MANILA - As Mindanao reels yet again on the brink of another all-out war, sections of the mainstream print media may be helping push it closer to the edge.

A quick round-up of their coverage tells us what in their view has been happening: a rogue commander not supported by the rest of the Moro National Liberation Front (MNLF) and who is coddling "al-Qaeda-linked" Abu Sayyaf and Jemaah Islamiyah members



started it all by attacking the military. The military had no choice but to retaliate. Now things are spiraling out of control and it's all the terrorist-coddling rogue commander's fault.

Such a plot may well have been written by the public-information office of the Armed Forces of the Philippines (AFP). But it is precisely how the conflict is being passed off as truth to the public by certain sections of the press. The underlying message is hard to miss: the military are necessarily the "good guys" and they need our unconditional support.

Take for example veteran defense reporter Manny Mogato's dispatch for Reuters on April 17: "Fighting between government forces and rogue Muslim rebels is spreading in the southern Philippines, shattering hopes for peace and threatening local support for a US-backed campaign to flush out militants." [1]

Note that the word "rogue" - a value-laden adjective synonymous to "rascal" or "scoundrel", according to a thesaurus - was not enclosed in quotation marks. Wire-service editors, usually allergic to the faintest hints of editorializing, apparently let it pass. The word "alleged", a convenient term for attributing a claim to a source, is missing. There is also no indication that the reporter was merely using a word used by the military to describe their adversaries. The writer himself apparently believes - and leads his readers to believe - that the other actors in the conflict are indeed "rogues".

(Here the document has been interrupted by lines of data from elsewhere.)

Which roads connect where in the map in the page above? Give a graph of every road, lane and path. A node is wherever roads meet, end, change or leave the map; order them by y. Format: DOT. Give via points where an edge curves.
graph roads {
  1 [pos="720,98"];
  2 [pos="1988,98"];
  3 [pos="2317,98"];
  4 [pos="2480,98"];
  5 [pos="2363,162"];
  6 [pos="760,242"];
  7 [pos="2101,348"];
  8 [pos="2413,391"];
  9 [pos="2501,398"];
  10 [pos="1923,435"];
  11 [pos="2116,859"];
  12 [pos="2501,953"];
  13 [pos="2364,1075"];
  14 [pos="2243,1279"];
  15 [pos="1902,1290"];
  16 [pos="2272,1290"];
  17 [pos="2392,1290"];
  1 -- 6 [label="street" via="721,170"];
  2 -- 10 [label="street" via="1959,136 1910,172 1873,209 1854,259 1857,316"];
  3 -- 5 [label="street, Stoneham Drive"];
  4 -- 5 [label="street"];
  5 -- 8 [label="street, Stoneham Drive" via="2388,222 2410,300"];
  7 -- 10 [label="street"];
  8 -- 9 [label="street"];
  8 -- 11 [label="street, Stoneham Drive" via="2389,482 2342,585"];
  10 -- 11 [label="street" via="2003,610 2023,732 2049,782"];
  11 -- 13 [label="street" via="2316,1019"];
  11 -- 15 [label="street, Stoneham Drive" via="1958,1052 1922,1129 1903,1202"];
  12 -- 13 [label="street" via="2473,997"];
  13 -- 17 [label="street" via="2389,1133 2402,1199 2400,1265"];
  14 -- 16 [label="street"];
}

In another paragraph, Mogato describes the leader of the "rogue" rebels, Ustadz Habier Malik, as a "renegade" commander - again, without using quotation marks. The term "renegade" is likewise used without quotation marks by Anthony Vargas of the Manila Times and ABS-CBN's (Alto Broadcasting System-Chronicle Broadcasting Network's) online news.

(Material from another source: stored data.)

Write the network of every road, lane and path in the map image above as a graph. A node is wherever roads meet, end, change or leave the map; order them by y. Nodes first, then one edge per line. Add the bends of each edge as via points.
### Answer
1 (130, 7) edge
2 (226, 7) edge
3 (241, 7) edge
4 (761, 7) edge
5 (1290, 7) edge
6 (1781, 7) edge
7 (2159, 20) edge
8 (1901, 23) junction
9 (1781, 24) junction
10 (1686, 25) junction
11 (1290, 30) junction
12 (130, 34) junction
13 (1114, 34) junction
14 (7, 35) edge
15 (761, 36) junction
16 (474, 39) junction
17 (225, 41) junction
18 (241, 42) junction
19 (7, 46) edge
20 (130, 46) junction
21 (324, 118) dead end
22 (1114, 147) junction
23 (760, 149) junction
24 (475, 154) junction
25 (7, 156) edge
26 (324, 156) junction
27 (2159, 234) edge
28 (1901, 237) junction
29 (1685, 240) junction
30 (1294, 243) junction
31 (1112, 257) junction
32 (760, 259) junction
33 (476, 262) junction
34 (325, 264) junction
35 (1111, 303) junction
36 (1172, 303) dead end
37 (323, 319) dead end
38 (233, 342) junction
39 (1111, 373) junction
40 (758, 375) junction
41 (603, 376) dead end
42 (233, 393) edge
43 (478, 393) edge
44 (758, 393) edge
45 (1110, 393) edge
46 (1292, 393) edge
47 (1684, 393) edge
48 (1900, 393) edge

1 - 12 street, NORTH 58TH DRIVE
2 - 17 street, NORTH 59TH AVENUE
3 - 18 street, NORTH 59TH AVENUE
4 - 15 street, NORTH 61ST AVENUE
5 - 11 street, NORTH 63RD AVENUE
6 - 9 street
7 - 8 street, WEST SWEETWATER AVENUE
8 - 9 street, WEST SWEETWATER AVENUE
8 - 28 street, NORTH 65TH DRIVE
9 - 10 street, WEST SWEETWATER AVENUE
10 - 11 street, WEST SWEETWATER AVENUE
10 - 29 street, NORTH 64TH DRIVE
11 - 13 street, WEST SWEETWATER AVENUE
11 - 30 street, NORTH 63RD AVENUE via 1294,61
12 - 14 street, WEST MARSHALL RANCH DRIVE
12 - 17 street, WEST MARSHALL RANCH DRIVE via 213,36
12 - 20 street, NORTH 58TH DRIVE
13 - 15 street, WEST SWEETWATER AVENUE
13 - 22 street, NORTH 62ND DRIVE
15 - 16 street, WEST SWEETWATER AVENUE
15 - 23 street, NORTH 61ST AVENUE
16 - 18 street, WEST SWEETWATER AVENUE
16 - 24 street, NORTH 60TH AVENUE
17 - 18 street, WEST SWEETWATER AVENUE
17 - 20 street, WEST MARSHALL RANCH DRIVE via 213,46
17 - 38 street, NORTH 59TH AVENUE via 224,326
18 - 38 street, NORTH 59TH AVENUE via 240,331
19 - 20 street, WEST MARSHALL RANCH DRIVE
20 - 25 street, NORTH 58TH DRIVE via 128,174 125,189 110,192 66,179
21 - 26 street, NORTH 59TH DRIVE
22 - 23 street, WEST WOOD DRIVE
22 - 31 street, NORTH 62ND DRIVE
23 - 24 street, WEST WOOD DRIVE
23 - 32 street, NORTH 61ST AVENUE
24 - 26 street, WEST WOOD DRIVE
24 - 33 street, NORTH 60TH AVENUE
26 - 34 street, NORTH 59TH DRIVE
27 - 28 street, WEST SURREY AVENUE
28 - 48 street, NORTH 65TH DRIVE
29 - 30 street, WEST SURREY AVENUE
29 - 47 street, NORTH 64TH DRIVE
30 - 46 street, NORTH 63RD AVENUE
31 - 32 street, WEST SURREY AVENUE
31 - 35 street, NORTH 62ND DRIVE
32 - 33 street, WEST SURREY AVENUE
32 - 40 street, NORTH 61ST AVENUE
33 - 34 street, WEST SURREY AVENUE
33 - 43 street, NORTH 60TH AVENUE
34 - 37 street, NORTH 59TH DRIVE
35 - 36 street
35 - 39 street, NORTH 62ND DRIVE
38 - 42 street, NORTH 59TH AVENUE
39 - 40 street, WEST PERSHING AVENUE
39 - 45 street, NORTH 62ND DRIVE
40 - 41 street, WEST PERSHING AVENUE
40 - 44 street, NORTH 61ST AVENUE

Reporting for the Philippine Daily Inquirer, Michael Lim Ubac, Christine Avendano, and Julie Alipala wrote: "President [Gloria] Macapagal-Arroyo ... gave free rein to the Armed Forces of the Philippines to pursue Moro terrorists on Jolo island." [2] Note that the word "terrorist", a highly emotionally charged term, does not have quotation marks around it and there is nothing to suggest that the reporters were merely using Arroyo's word. It was their own.

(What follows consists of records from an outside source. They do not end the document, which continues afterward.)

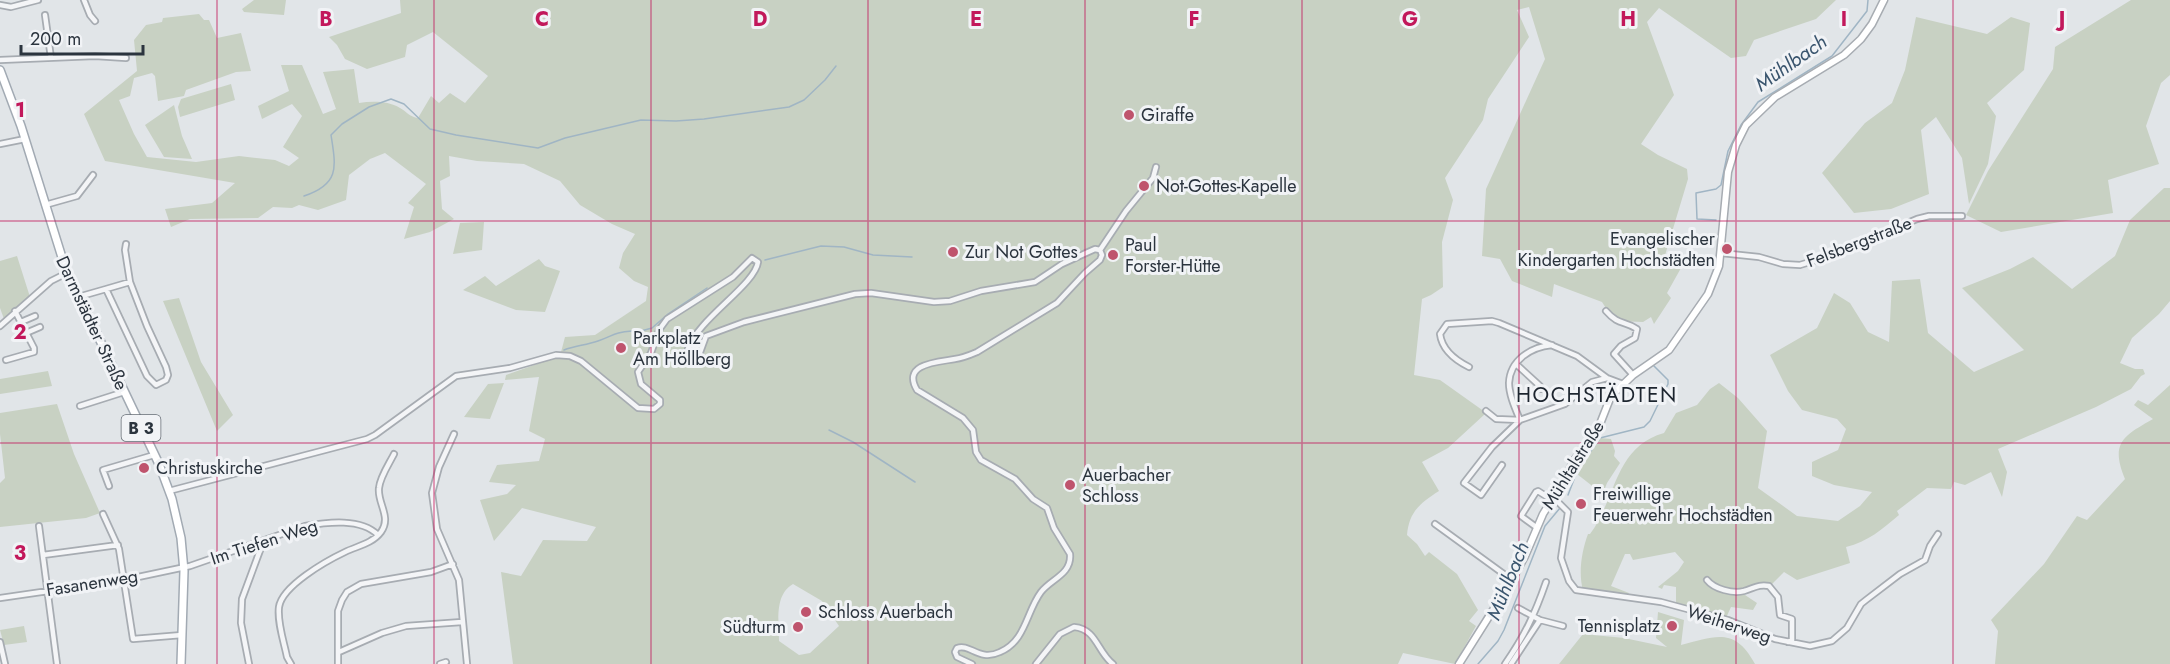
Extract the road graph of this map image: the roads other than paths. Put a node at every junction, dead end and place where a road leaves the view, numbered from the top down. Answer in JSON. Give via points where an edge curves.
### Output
{"nodes":[{"id":1,"x":39,"y":0,"type":"edge"},
{"id":2,"x":84,"y":0,"type":"edge"},
{"id":3,"x":1884,"y":0,"type":"edge"},
{"id":4,"x":0,"y":5,"type":"edge"},
{"id":5,"x":45,"y":15,"type":"dead end"},
{"id":6,"x":95,"y":21,"type":"dead end"},
{"id":7,"x":51,"y":58,"type":"junction"},
{"id":8,"x":126,"y":58,"type":"dead end"},
{"id":9,"x":0,"y":60,"type":"edge"},
{"id":10,"x":0,"y":70,"type":"edge"},
{"id":11,"x":25,"y":138,"type":"junction"},
{"id":12,"x":0,"y":144,"type":"edge"},
{"id":13,"x":1156,"y":167,"type":"dead end"},
{"id":14,"x":93,"y":175,"type":"dead end"},
{"id":15,"x":45,"y":205,"type":"junction"},
{"id":16,"x":1962,"y":216,"type":"dead end"},
{"id":17,"x":126,"y":244,"type":"dead end"},
{"id":18,"x":1100,"y":250,"type":"junction"},
{"id":19,"x":1720,"y":253,"type":"junction"},
{"id":20,"x":67,"y":273,"type":"junction"},
{"id":21,"x":130,"y":282,"type":"junction"},
{"id":22,"x":106,"y":289,"type":"junction"},
{"id":23,"x":78,"y":297,"type":"junction"},
{"id":24,"x":1606,"y":311,"type":"dead end"},
{"id":25,"x":15,"y":312,"type":"junction"},
{"id":26,"x":35,"y":316,"type":"dead end"},
{"id":27,"x":21,"y":322,"type":"junction"},
{"id":28,"x":0,"y":326,"type":"edge"},
{"id":29,"x":40,"y":327,"type":"dead end"},
{"id":30,"x":26,"y":333,"type":"junction"},
{"id":31,"x":1537,"y":338,"type":"junction"},
{"id":32,"x":1554,"y":345,"type":"junction"},
{"id":33,"x":1538,"y":347,"type":"junction"},
{"id":34,"x":6,"y":360,"type":"dead end"},
{"id":35,"x":1516,"y":364,"type":"junction"},
{"id":36,"x":1469,"y":367,"type":"dead end"},
{"id":37,"x":1632,"y":375,"type":"junction"},
{"id":38,"x":1607,"y":378,"type":"junction"},
{"id":39,"x":1623,"y":384,"type":"junction"},
{"id":40,"x":1541,"y":389,"type":"dead end"},
{"id":41,"x":124,"y":392,"type":"junction"},
{"id":42,"x":80,"y":406,"type":"dead end"},
{"id":43,"x":1486,"y":411,"type":"dead end"},
{"id":44,"x":1520,"y":420,"type":"junction"},
{"id":45,"x":454,"y":434,"type":"dead end"},
{"id":46,"x":394,"y":454,"type":"dead end"},
{"id":47,"x":154,"y":455,"type":"junction"},
{"id":48,"x":1502,"y":465,"type":"dead end"},
{"id":49,"x":109,"y":486,"type":"dead end"},
{"id":50,"x":169,"y":491,"type":"junction"},
{"id":51,"x":1552,"y":499,"type":"junction"},
{"id":52,"x":103,"y":514,"type":"dead end"},
{"id":53,"x":1435,"y":524,"type":"dead end"},
{"id":54,"x":39,"y":526,"type":"dead end"},
{"id":55,"x":1536,"y":527,"type":"junction"},
{"id":56,"x":1938,"y":534,"type":"dead end"},
{"id":57,"x":378,"y":535,"type":"junction"},
{"id":58,"x":261,"y":541,"type":"junction"},
{"id":59,"x":118,"y":545,"type":"junction"},
{"id":60,"x":43,"y":555,"type":"junction"},
{"id":61,"x":453,"y":564,"type":"junction"},
{"id":62,"x":184,"y":566,"type":"junction"},
{"id":63,"x":124,"y":580,"type":"junction"},
{"id":64,"x":1512,"y":580,"type":"junction"},
{"id":65,"x":1707,"y":580,"type":"dead end"},
{"id":66,"x":1546,"y":582,"type":"dead end"},
{"id":67,"x":47,"y":590,"type":"junction"},
{"id":68,"x":0,"y":598,"type":"edge"},
{"id":69,"x":1518,"y":608,"type":"dead end"},
{"id":70,"x":1534,"y":617,"type":"junction"},
{"id":71,"x":1540,"y":620,"type":"junction"},
{"id":72,"x":462,"y":622,"type":"junction"},
{"id":73,"x":1563,"y":626,"type":"dead end"},
{"id":74,"x":182,"y":635,"type":"junction"},
{"id":75,"x":0,"y":642,"type":"edge"},
{"id":76,"x":1788,"y":642,"type":"junction"},
{"id":77,"x":339,"y":652,"type":"junction"},
{"id":78,"x":1515,"y":654,"type":"junction"},
{"id":79,"x":3,"y":660,"type":"edge"},
{"id":80,"x":447,"y":662,"type":"dead end"},
{"id":81,"x":57,"y":664,"type":"edge"},
{"id":82,"x":181,"y":664,"type":"edge"},
{"id":83,"x":249,"y":664,"type":"edge"},
{"id":84,"x":291,"y":664,"type":"edge"},
{"id":85,"x":338,"y":664,"type":"edge"},
{"id":86,"x":440,"y":664,"type":"edge"},
{"id":87,"x":467,"y":664,"type":"edge"},
{"id":88,"x":972,"y":664,"type":"edge"},
{"id":89,"x":1036,"y":664,"type":"edge"},
{"id":90,"x":1113,"y":664,"type":"edge"},
{"id":91,"x":1458,"y":664,"type":"edge"},
{"id":92,"x":1505,"y":664,"type":"edge"},
{"id":93,"x":1511,"y":664,"type":"edge"}],
"edges":[{"from":1,"to":4,"type":"street","via":[[11,7]]},
{"from":2,"to":6,"type":"street"},
{"from":3,"to":19,"type":"main road","name":"Mühltalstraße","via":[[1872,24],[1844,55],[1775,97],[1746,125],[1728,172]]},
{"from":5,"to":7,"type":"street"},
{"from":7,"to":8,"type":"street"},
{"from":7,"to":9,"type":"street"},
{"from":10,"to":11,"type":"main road","number":"B 3"},
{"from":11,"to":12,"type":"street"},
{"from":11,"to":15,"type":"main road","number":"B 3"},
{"from":13,"to":18,"type":"street","via":[[1154,178]]},
{"from":14,"to":15,"type":"street","via":[[77,196]]},
{"from":15,"to":20,"type":"main road","name":"Darmstädter Straße","number":"B 3"},
{"from":16,"to":19,"type":"street","name":"Felsbergstraße","via":[[1917,219],[1800,265]]},
{"from":17,"to":21,"type":"street"},
{"from":18,"to":50,"type":"street","via":[[1086,253],[1027,284],[981,291],[950,302],[855,294],[744,322],[706,336],[700,356],[692,358],[688,349],[697,331],[754,272],[757,260],[749,259],[738,273],[671,316],[662,326],[638,372],[641,384],[660,400],[654,408],[638,408],[588,365],[570,356],[556,355],[510,368],[456,376],[367,439]]},
{"from":18,"to":88,"type":"street","via":[[1100,260],[1049,310],[978,352],[925,364],[914,375],[917,390],[970,426],[981,460],[1015,479],[1047,507],[1071,558],[1059,577],[1040,593],[1024,628],[1009,647],[986,655],[957,648],[957,657]]},
{"from":19,"to":37,"type":"main road","name":"Mühltalstraße","via":[[1708,294],[1681,334],[1669,350]]},
{"from":20,"to":23,"type":"main road","name":"Darmstädter Straße","number":"B 3"},
{"from":20,"to":25,"type":"street","via":[[51,281]]},
{"from":21,"to":22,"type":"street"},
{"from":21,"to":22,"type":"street","via":[[166,367],[168,378],[156,385],[147,376]]},
{"from":22,"to":23,"type":"street"},
{"from":23,"to":41,"type":"main road","name":"Darmstädter Straße","number":"B 3"},
{"from":24,"to":37,"type":"street","via":[[1618,322],[1637,328],[1635,338],[1614,354]]},
{"from":25,"to":27,"type":"street"},
{"from":25,"to":28,"type":"street"},
{"from":26,"to":27,"type":"street"},
{"from":27,"to":30,"type":"street"},
{"from":29,"to":30,"type":"street"},
{"from":30,"to":34,"type":"street","via":[[34,352]]},
{"from":31,"to":32,"type":"street"},
{"from":31,"to":33,"type":"street"},
{"from":31,"to":36,"type":"street","via":[[1491,321],[1444,326],[1440,334],[1442,343],[1451,356]]},
{"from":32,"to":33,"type":"street"},
{"from":32,"to":38,"type":"street","via":[[1592,365]]},
{"from":33,"to":35,"type":"street"},
{"from":35,"to":40,"type":"street"},
{"from":35,"to":44,"type":"street","via":[[1509,384]]},
{"from":37,"to":39,"type":"main road","name":"Mühltalstraße"},
{"from":38,"to":39,"type":"street"},
{"from":38,"to":44,"type":"street","via":[[1592,382],[1565,404]]},
{"from":39,"to":51,"type":"main road","name":"Mühltalstraße","via":[[1611,396],[1600,424]]},
{"from":41,"to":42,"type":"street"},
{"from":41,"to":47,"type":"main road","name":"Darmstädter Straße","number":"B 3"},
{"from":43,"to":44,"type":"street","via":[[1496,419]]},
{"from":44,"to":48,"type":"street","via":[[1464,483],[1481,495]]},
{"from":45,"to":61,"type":"street","via":[[432,493],[437,528]]},
{"from":46,"to":57,"type":"street","via":[[379,486],[386,520]]},
{"from":47,"to":49,"type":"street","via":[[103,470]]},
{"from":47,"to":50,"type":"main road","name":"Darmstädter Straße","number":"B 3"},
{"from":50,"to":62,"type":"main road","name":"Darmstädter Straße","number":"B 3"},
{"from":51,"to":55,"type":"main road","name":"Mühltalstraße"},
{"from":51,"to":55,"type":"street","via":[[1536,492],[1521,516]]},
{"from":51,"to":76,"type":"street","name":"Weiherweg","via":[[1568,512],[1562,558],[1576,590],[1660,602],[1728,620]]},
{"from":52,"to":59,"type":"street"},
{"from":53,"to":64,"type":"street"},
{"from":54,"to":60,"type":"street"},
{"from":55,"to":64,"type":"main road","name":"Mühltalstraße"},
{"from":56,"to":76,"type":"street","name":"Weiherweg","via":[[1925,560],[1861,604],[1847,628],[1832,641],[1810,646]]},
{"from":57,"to":58,"type":"street","name":"Im Tiefen Weg","via":[[351,523],[322,523]]},
{"from":57,"to":84,"type":"street","via":[[287,590],[279,611],[286,657]]},
{"from":58,"to":62,"type":"street","name":"Im Tiefen Weg"},
{"from":58,"to":83,"type":"street","via":[[242,599]]},
{"from":59,"to":60,"type":"street"},
{"from":59,"to":63,"type":"street"},
{"from":60,"to":67,"type":"street"},
{"from":61,"to":72,"type":"street","via":[[459,580]]},
{"from":61,"to":77,"type":"street","via":[[352,588],[339,607]]},
{"from":62,"to":63,"type":"street","name":"Fasanenweg"},
{"from":62,"to":74,"type":"main road","name":"Darmstädter Straße","number":"B 3"},
{"from":63,"to":67,"type":"street","name":"Fasanenweg"},
{"from":63,"to":74,"type":"street","via":[[133,639]]},
{"from":64,"to":91,"type":"main road","name":"Mühltalstraße"},
{"from":65,"to":76,"type":"street","via":[[1714,586],[1737,591],[1769,586],[1778,597],[1780,615],[1792,619],[1792,641]]},
{"from":66,"to":70,"type":"street"},
{"from":67,"to":68,"type":"street","name":"Fasanenweg"},
{"from":67,"to":81,"type":"street"},
{"from":69,"to":70,"type":"street"},
{"from":70,"to":71,"type":"street"},
{"from":70,"to":78,"type":"street"},
{"from":71,"to":73,"type":"street"},
{"from":71,"to":78,"type":"street"},
{"from":72,"to":77,"type":"street","via":[[406,626]]},
{"from":72,"to":87,"type":"street"},
{"from":74,"to":82,"type":"main road","name":"Darmstädter Straße","number":"B 3"},
{"from":75,"to":79,"type":"street"},
{"from":77,"to":85,"type":"street"},
{"from":78,"to":92,"type":"street"},
{"from":78,"to":93,"type":"street"},
{"from":80,"to":86,"type":"street"},
{"from":89,"to":90,"type":"street","via":[[1057,637],[1074,627],[1089,632]]}]}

The headline, "GMA tells AFP: Pursue MNLF rebel", proclaims whom they are referring to. They also describe Malik as a commander of a "rogue faction" of the MNLF but without indicating that such a description was bestowed by the government, not something that they found out on their own. If such glaring editorializing was an oversight, there was no correction the following day.

Alipala, in another Inquirer article published on April 25, wrote: "Military clashes against Abu Sayyaf terrorists and their coddlers have triggered fresh evacuation of residents in nine towns on the island." Having reported that the armed forces had been running after the MNLF's "rogue faction" because it was accused by the military of coddling the Abu Sayyaf, Alipala and her editors seem to have gone one step further.

They explicitly accept the military's avowed rationale for the war and inform their readers that yes, indeed, without any doubt, the MNLF has been coddling the Abu Sayyaf and that this is truly the reason the military is hunting it.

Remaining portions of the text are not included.